1 Introduction

The main fitting functions are:

2 Fitting one or several quantiles

Here we are fitting a regression model with an adaptive spline basis to quantile 0.8 of the motorcycle dataset.

library(qgam); library(MASS); library(mgcViz)

set.seed(6436)
fit <- qgam(accel~s(times, k=20, bs="ad"), # <- adaptive basis 
            data = mcycle, 
            err = 0.05,                    # <- smoothing pinball loss
            qu = 0.8)                      # <- chosen quantile
## Estimating learning rate. Each dot corresponds to a loss evaluation. 
## qu = 0.8..............done
# "fit" inherits from mgcv::gamObject 

# Convert to "gamViz": nsim = 0 because no simulation method available!
fit <- getViz(fit, nsim = 0)

plot(sm(fit, 1), trans = function(.x){ .x + fit$coefficients[1] }) +
  geom_point(data = mcycle, mapping = aes(x = times, y = accel), colour = "grey") +
  l_fitLine() + l_ciLine(colour = 2)

We might want to fit several quantiles at once. This can be done with mqgam.

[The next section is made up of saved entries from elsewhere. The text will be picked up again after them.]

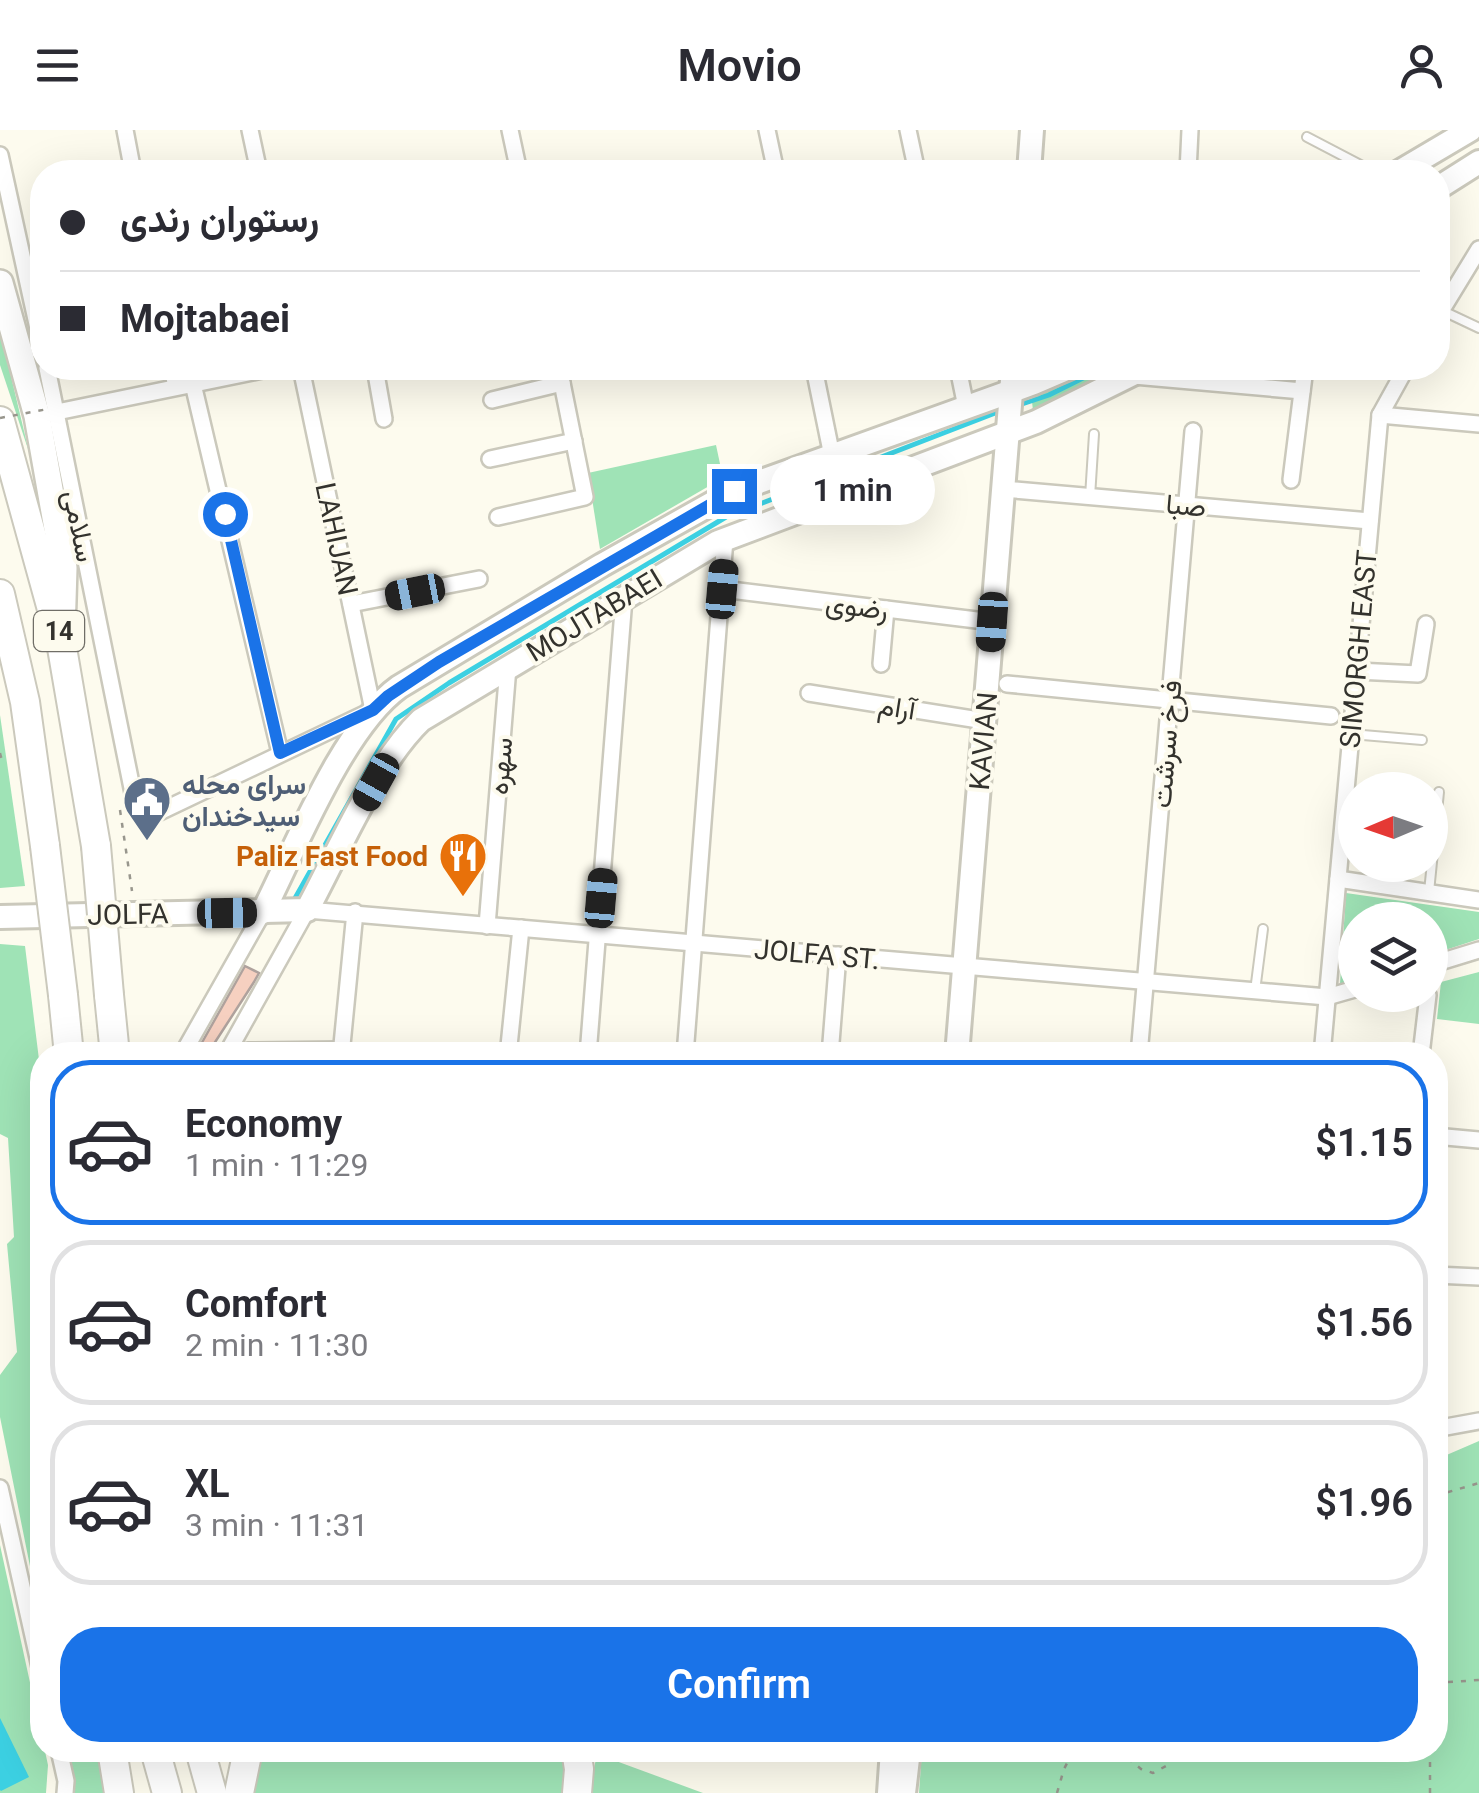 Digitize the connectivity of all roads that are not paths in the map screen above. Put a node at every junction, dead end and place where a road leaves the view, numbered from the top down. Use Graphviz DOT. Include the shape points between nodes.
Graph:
graph roads {
  1 [pos="125,130"];
  2 [pos="250,130"];
  3 [pos="510,130"];
  4 [pos="767,130"];
  5 [pos="908,130"];
  6 [pos="1032,130"];
  7 [pos="1190,130"];
  8 [pos="1470,130"];
  9 [pos="1307,137"];
  10 [pos="0,154"];
  11 [pos="131,160"];
  12 [pos="257,160"];
  13 [pos="516,160"];
  14 [pos="773,160"];
  15 [pos="914,160"];
  16 [pos="1030,160"];
  17 [pos="1189,160"];
  18 [pos="1351,160"];
  19 [pos="1419,160"];
  20 [pos="1479,162"];
  21 [pos="1450,180"];
  22 [pos="1479,250"];
  23 [pos="0,283"];
  24 [pos="30,293"];
  25 [pos="1450,296"];
  26 [pos="1450,317"];
  27 [pos="1479,328"];
  28 [pos="48,380"];
  29 [pos="180,380"];
  30 [pos="213,380"];
  31 [pos="303,380"];
  32 [pos="377,380"];
  33 [pos="549,380"];
  34 [pos="561,380"];
  35 [pos="816,380"];
  36 [pos="960,380"];
  37 [pos="1010,380"];
  38 [pos="1012,380"];
  39 [pos="1122,380"];
  40 [pos="1206,380"];
  41 [pos="1303,380"];
  42 [pos="1399,380"];
  43 [pos="184,386"];
  44 [pos="1302,391"];
  45 [pos="492,400"];
  46 [pos="966,407"];
  47 [pos="52,411"];
  48 [pos="1380,415"];
  49 [pos="384,419"];
  50 [pos="0,420"];
  51 [pos="1479,424"];
  52 [pos="1193,431"];
  53 [pos="1008,433"];
  54 [pos="1094,434"];
  55 [pos="574,441"];
  56 [pos="832,456"];
  57 [pos="490,459"];
  58 [pos="1291,480"];
  59 [pos="1003,489"];
  60 [pos="1090,497"];
  61 [pos="1186,505"];
  62 [pos="498,517"];
  63 [pos="1370,522"];
  64 [pos="725,539"];
  65 [pos="479,579"];
  66 [pos="722,589"];
  67 [pos="0,594"];
  68 [pos="624,598"];
  69 [pos="351,604"];
  70 [pos="886,610"];
  71 [pos="992,622"];
  72 [pos="1426,624"];
  73 [pos="0,640"];
  74 [pos="61,642"];
  75 [pos="881,664"];
  76 [pos="508,666"];
  77 [pos="1356,670"];
  78 [pos="1008,684"];
  79 [pos="809,693"];
  80 [pos="1169,700"];
  81 [pos="25,702"];
  82 [pos="373,710"];
  83 [pos="1331,716"];
  84 [pos="984,720"];
  85 [pos="1351,734"];
  86 [pos="1422,740"];
  87 [pos="280,753"];
  88 [pos="1348,772"];
  89 [pos="1338,879"];
  90 [pos="1359,882"];
  91 [pos="1430,882"];
  92 [pos="1429,892"];
  93 [pos="1479,900"];
  94 [pos="306,910"];
  95 [pos="263,912"];
  96 [pos="354,912"];
  97 [pos="3,916"];
  98 [pos="487,926"];
  99 [pos="521,928"];
  100 [pos="1263,929"];
  101 [pos="598,935"];
  102 [pos="692,943"];
  103 [pos="1479,950"];
  104 [pos="838,956"];
  105 [pos="1448,960"];
  106 [pos="965,966"];
  107 [pos="1145,982"];
  108 [pos="1255,991"];
  109 [pos="1338,993"];
  110 [pos="1327,997"];
  111 [pos="1426,1012"];
  112 [pos="241,1029"];
  113 [pos="68,1042"];
  114 [pos="114,1042"];
  115 [pos="189,1042"];
  116 [pos="234,1042"];
  117 [pos="245,1042"];
  118 [pos="342,1042"];
  119 [pos="509,1042"];
  120 [pos="589,1042"];
  121 [pos="686,1042"];
  122 [pos="831,1042"];
  123 [pos="959,1042"];
  124 [pos="1140,1042"];
  125 [pos="1323,1042"];
  126 [pos="1423,1042"];
  127 [pos="1448,1137"];
  128 [pos="1479,1140"];
  129 [pos="1448,1277"];
  130 [pos="1479,1278"];
  131 [pos="1479,1421"];
  132 [pos="1448,1427"];
  133 [pos="0,1488"];
  134 [pos="30,1622"];
  135 [pos="62,1762"];
  136 [pos="114,1762"];
  137 [pos="158,1762"];
  138 [pos="203,1762"];
  139 [pos="245,1762"];
  140 [pos="578,1762"];
  141 [pos="891,1762"];
  142 [pos="908,1762"];
  143 [pos="65,1793"];
  144 [pos="119,1793"];
  145 [pos="167,1793"];
  146 [pos="212,1793"];
  147 [pos="238,1793"];
  148 [pos="577,1793"];
  149 [pos="889,1793"];
  150 [pos="904,1793"];
  1 -- 11 [label="street"];
  2 -- 12 [label="street"];
  3 -- 13 [label="street"];
  4 -- 14 [label="street"];
  5 -- 15 [label="street"];
  6 -- 16 [label="main road"];
  7 -- 17 [label="street"];
  8 -- 19 [label="main road"];
  9 -- 18 [label="lane"];
  10 -- 24 [label="street"];
  20 -- 21 [label="main road"];
  22 -- 25 [label="street"];
  23 -- 74 [label="main road" via="37,416 64,568"];
  26 -- 27 [label="lane"];
  28 -- 47 [label="street, سلامی"];
  29 -- 43 [label="street"];
  30 -- 43 [label="street"];
  31 -- 69 [label="street, LAHIJAN"];
  32 -- 49 [label="street"];
  33 -- 45 [label="street"];
  34 -- 55 [label="street"];
  35 -- 56 [label="street"];
  36 -- 46 [label="street"];
  37 -- 46 [label="main road, MOJTABAEI"];
  38 -- 53 [label="main road, KAVIAN"];
  39 -- 53 [label="main road, MOJTABAEI"];
  40 -- 44 [label="street"];
  41 -- 44 [label="street"];
  42 -- 48 [label="street, SIMORGH EAST"];
  43 -- 47 [label="street"];
  43 -- 87 [label="street"];
  44 -- 58 [label="street"];
  46 -- 56 [label="main road, MOJTABAEI"];
  47 -- 87 [label="street, سلامی" via="136,804 143,814 156,814"];
  48 -- 51 [label="street"];
  48 -- 63 [label="street, SIMORGH EAST"];
  50 -- 74 [label="highway, 14"];
  52 -- 61 [label="street, فرخ سرشت"];
  53 -- 59 [label="main road, KAVIAN"];
  53 -- 64 [label="main road, MOJTABAEI"];
  54 -- 60 [label="lane"];
  55 -- 57 [label="street"];
  55 -- 62 [label="street" via="585,497"];
  56 -- 82 [label="main road, MOJTABAEI" via="699,509 439,662"];
  59 -- 60 [label="street, صبا"];
  59 -- 71 [label="main road, KAVIAN"];
  60 -- 61 [label="street, صبا"];
  61 -- 63 [label="street, صبا"];
  61 -- 80 [label="street, فرخ سرشت"];
  63 -- 77 [label="street, SIMORGH EAST"];
  64 -- 66 [label="street"];
  64 -- 68 [label="main road, MOJTABAEI"];
  65 -- 69 [label="street"];
  66 -- 70 [label="street, رضوی"];
  66 -- 102 [label="street"];
  67 -- 81 [label="highway, 14"];
  68 -- 76 [label="main road, MOJTABAEI"];
  68 -- 101 [label="street"];
  69 -- 82 [label="street, LAHIJAN"];
  70 -- 71 [label="street, رضوی"];
  70 -- 75 [label="street"];
  71 -- 84 [label="main road, KAVIAN"];
  72 -- 77 [label="street" via="1418,674"];
  73 -- 81 [label="main road"];
  74 -- 114 [label="highway, 14, bridge" via="96,846"];
  76 -- 94 [label="main road, MOJTABAEI" via="407,734"];
  76 -- 98 [label="street, سهره"];
  77 -- 85 [label="street, SIMORGH EAST"];
  78 -- 80 [label="street"];
  79 -- 84 [label="street, آرام"];
  80 -- 83 [label="street"];
  80 -- 107 [label="street, فرخ سرشت"];
  81 -- 113 [label="highway, 14, bridge"];
  82 -- 87 [label="street"];
  82 -- 95 [label="main road, MOJTABAEI" via="346,748"];
  84 -- 106 [label="main road, KAVIAN"];
  85 -- 86 [label="lane"];
  85 -- 88 [label="street, SIMORGH EAST"];
  89 -- 110 [label="street, SIMORGH EAST"];
  90 -- 92 [label="street"];
  91 -- 92 [label="lane"];
  92 -- 93 [label="street"];
  94 -- 95 [label="main road, JOLFA"];
  94 -- 96 [label="street, JOLFA ST."];
  94 -- 112 [label="street"];
  95 -- 97 [label="main road, JOLFA"];
  95 -- 115 [label="street"];
  96 -- 98 [label="street, JOLFA ST."];
  96 -- 118 [label="street"];
  98 -- 99 [label="street, JOLFA ST."];
  99 -- 101 [label="street, JOLFA ST."];
  99 -- 119 [label="street"];
  100 -- 108 [label="lane"];
  101 -- 102 [label="street, JOLFA ST."];
  101 -- 120 [label="street"];
  102 -- 104 [label="street, JOLFA ST."];
  102 -- 121 [label="street"];
  103 -- 105 [label="street"];
  104 -- 106 [label="street, JOLFA ST."];
  104 -- 122 [label="street"];
  106 -- 107 [label="street, JOLFA ST."];
  106 -- 123 [label="main road, KAVIAN"];
  107 -- 108 [label="street, JOLFA ST."];
  107 -- 124 [label="street, فرخ سرشت"];
  108 -- 110 [label="street, JOLFA ST."];
  109 -- 110 [label="street"];
  110 -- 125 [label="street, SIMORGH EAST"];
  111 -- 126 [label="street"];
  112 -- 116 [label="street"];
  112 -- 117 [label="lane"];
  127 -- 128 [label="street"];
  129 -- 130 [label="street"];
  131 -- 132 [label="street"];
  133 -- 134 [label="street"];
  135 -- 143 [label="street"];
  136 -- 144 [label="highway"];
  137 -- 145 [label="highway"];
  138 -- 146 [label="highway"];
  139 -- 147 [label="highway"];
  140 -- 148 [label="highway"];
  141 -- 149 [label="main road"];
  142 -- 150 [label="main road"];
}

quSeq <- seq(0.2, 0.8, length.out = 5)
set.seed(6436)
fit <- mqgam(accel~s(times, k=20, bs="ad"), 
             data = mcycle, 
             err = 0.05,
             qu = quSeq, 
             control = list("tol" = 0.01)) # <- sloppy tolerance to speed-up calibration 
## Estimating learning rate. Each dot corresponds to a loss evaluation. 
## qu = 0.5......done 
## qu = 0.35.......done 
## qu = 0.65......done 
## qu = 0.2.......done 
## qu = 0.8.........done
# Fit contains a list of gamObjects + other stuff

The output of mqgam can be manipulated using the qdo function. Using qdo we can print out the summary for each quantile, for instance:

# Summary for quantile 0.2
qdo(fit, qu = 0.2, summary)
## 
## Family: elf 
## Link function: identity 
## 
## Formula:
## accel ~ s(times, k = 20, bs = "ad")
## 
## Parametric coefficients:
##             Estimate Std. Error z value Pr(>|z|)    
## (Intercept)  -43.256      1.874  -23.09   <2e-16 ***
## ---
## Signif. codes:  0 '***' 0.001 '**' 0.01 '*' 0.05 '.' 0.1 ' ' 1
## 
## Approximate significance of smooth terms:
##            edf Ref.df Chi.sq p-value    
## s(times) 8.306  9.526  966.4  <2e-16 ***
## ---
## Signif. codes:  0 '***' 0.001 '**' 0.01 '*' 0.05 '.' 0.1 ' ' 1
## 
## R-sq.(adj) =  0.749   Deviance explained = 71.1%
## -REML = 498.42  Scale est. = 1         n = 133

We can convert a specific quantile fit to a gamViz object and then plot it:

o <- qdo(fit, qu = 0.2, getViz, nsim = 0)
plot(o)

We can look at the residuals:

qdo(fit, 0.2, check.gam)[[1]] 
## 
## Method: REML   Optimizer: outer newton
## full convergence after 14 iterations.
## Gradient range [7.805869e-06,0.0007285186]
## (score 498.4152 & scale 1).
## Hessian positive definite, eigenvalue range [7.805955e-06,1.53885].
## Model rank =  20 / 20 
## 
## Basis dimension (k) checking results. Low p-value (k-index<1) may
## indicate that k is too low, especially if edf is close to k'.
## 
##             k'   edf k-index p-value
## s(times) 19.00  8.31    0.78    0.17

Does not look good because the model is mispecified: it is based on the pinball loss, not on a probabilistic model of the response. Makes more sense checking fraction of observations falling above or below fit (see exercises).

3 Convergence checking

Let’s simulate some data:

library(qgam)
set.seed(15560)
n <- 1000
x <- rnorm(n, 0, 1); z <- rnorm(n)
X <- cbind(1, x, x^2, z, x*z)
beta <- c(0, 1, 1, 1, 0.5)
y <- drop(X %*% beta) + rnorm(n) 
dataf <- data.frame(cbind(y, x, z))
names(dataf) <- c("y", "x", "z")

We fit qgam model:

fit <- qgam(y ~ s(x) + z + I(x*z), 
            qu = 0.99, 
            err = 0.05,  # <- default
            data = dataf)
## Estimating learning rate. Each dot corresponds to a loss evaluation. 
## qu = 0.99.................done

Look at calibration loss:

check(fit$calibr, sel = 2)